The New York Times has come out with a deeply reported investigation on Jeffrey Epstein’s ties to Leslie Wexner, the billionaire founder of the Limited, Bath and Body Works, and the CEO of L Brands, the company that owns Victoria’s Secret, Lane Bryant, and other brands. And among a host of incredibly eyebrow-raising details—that Wexner at one point signed over almost total control of his finances to Epstein, how some of Wexner’s wealth then quickly flowed to Epstein—we also learn that Epstein pretended he was a model scout for Victoria’s Secret in order to prey on young women, and that Wexner knew, but did seemingly nothing.

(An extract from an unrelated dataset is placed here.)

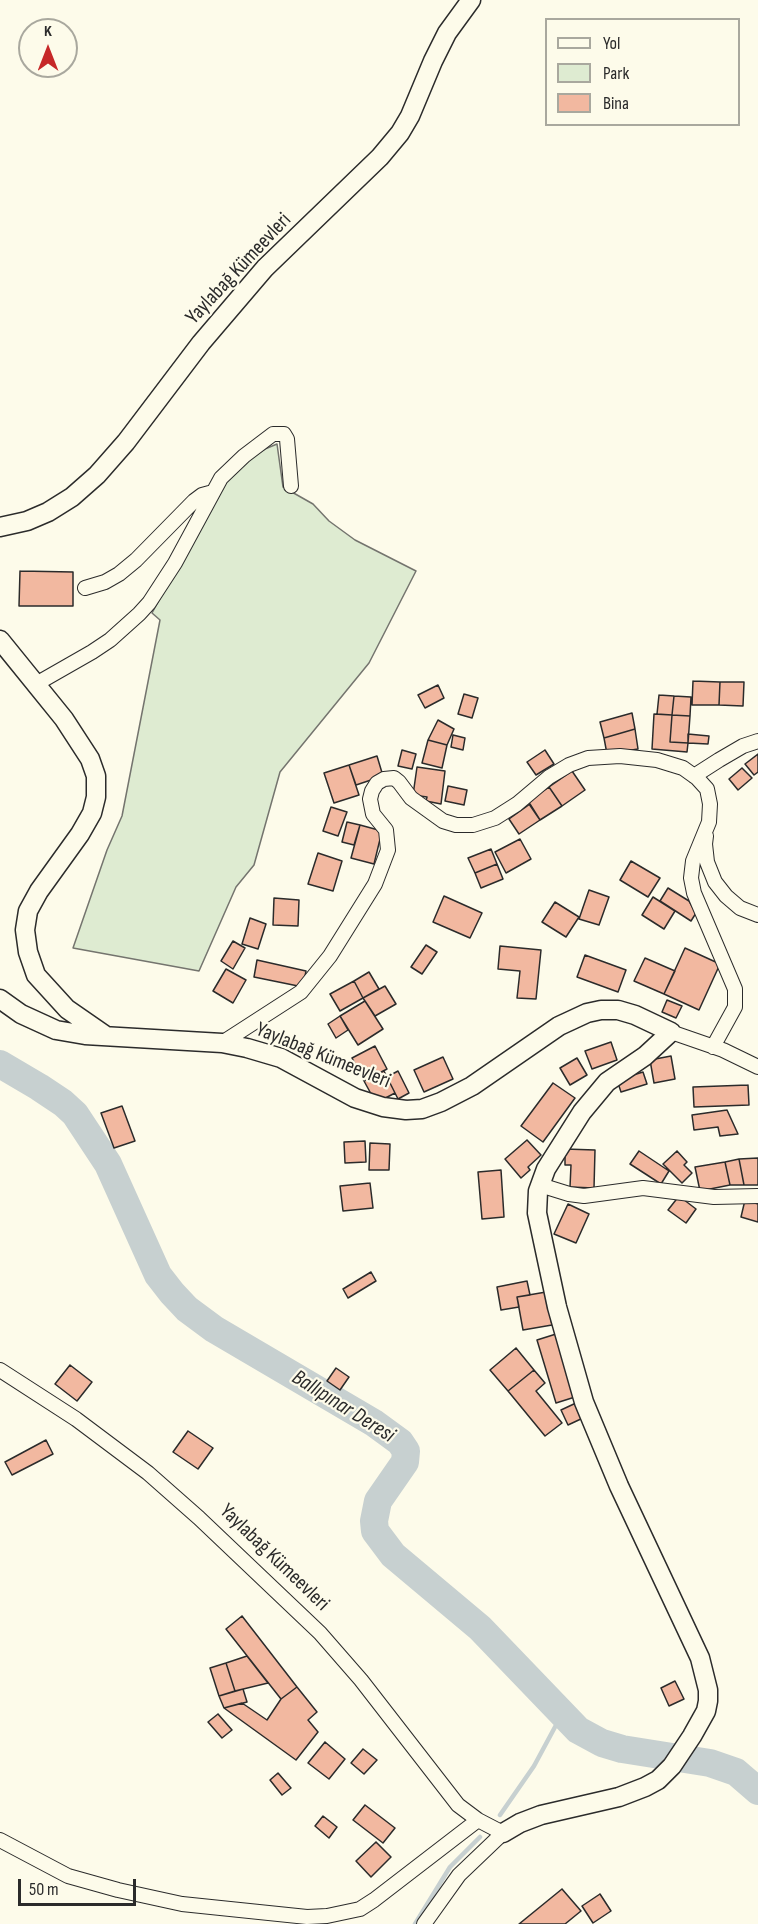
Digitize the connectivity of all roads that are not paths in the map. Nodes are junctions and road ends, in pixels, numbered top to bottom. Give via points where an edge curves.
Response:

By the mid-1990s, L Brands executives had found out that Epstein “was trying to involve himself in the recruitment of lingerie models for the Victoria’s Secret catalog.” According to the New York Times, Wexner was then told of what his friend was doing, and “promised to take care of the issue.”

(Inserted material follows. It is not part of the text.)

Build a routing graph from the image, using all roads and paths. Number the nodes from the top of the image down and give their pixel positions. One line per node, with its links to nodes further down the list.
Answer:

But if I were to hazard a guess, Wexner likely did nothing, as in 1997, Epstein allegedly assaulted a young model named Alicia Arden in a hotel room, having lured her there by dangling the opportunity to model for the Victoria’s Secret catalog:
In May 1997, Alicia Arden, a model in California, was introduced to [Epstein] who identified himself as a talent scout for Victoria’s Secret. He invited her to his Santa Monica hotel room to audition for the brand’s catalog. When she arrived, Ms. Arden said, the man grabbed her, tried to undress her and said he wanted to “manhandle” her. Ms. Arden, then 27, fled in tears.
“His weapons were his hands,” Arden told the New York Times. Arden filed a police report a week later, which is, as the New York Times noted, “one of the earliest known police records of an allegation of sexual misconduct” filed against Epstein.
Epstein’s attempt to portray himself as a model scout for Victoria’s Secret was not the only way he attempted to gain access to young women through his connections with Wexner. Around the same time, he allegedly assaulted Maria Farmer, a young graduate student who worked for him and for Wexner at Wexner’s home in Ohio:
In the summer of 1996, Maria Farmer was working on an art project for Mr. Epstein in Mr. Wexner’s Ohio mansion. While she was there, Mr. Epstein sexually assaulted her, according to an affidavit Ms. Farmer filed earlier this year in federal court in Manhattan. She said that she fled the room and called the police, but that Mr. Wexner’s security staff refused to let her leave for 12 hours.
Wexner, however, did not end his relationship with Epstein until much later, months after Epstein was charged in Florida in 2006 with the sexual abuse of young, teenage girls.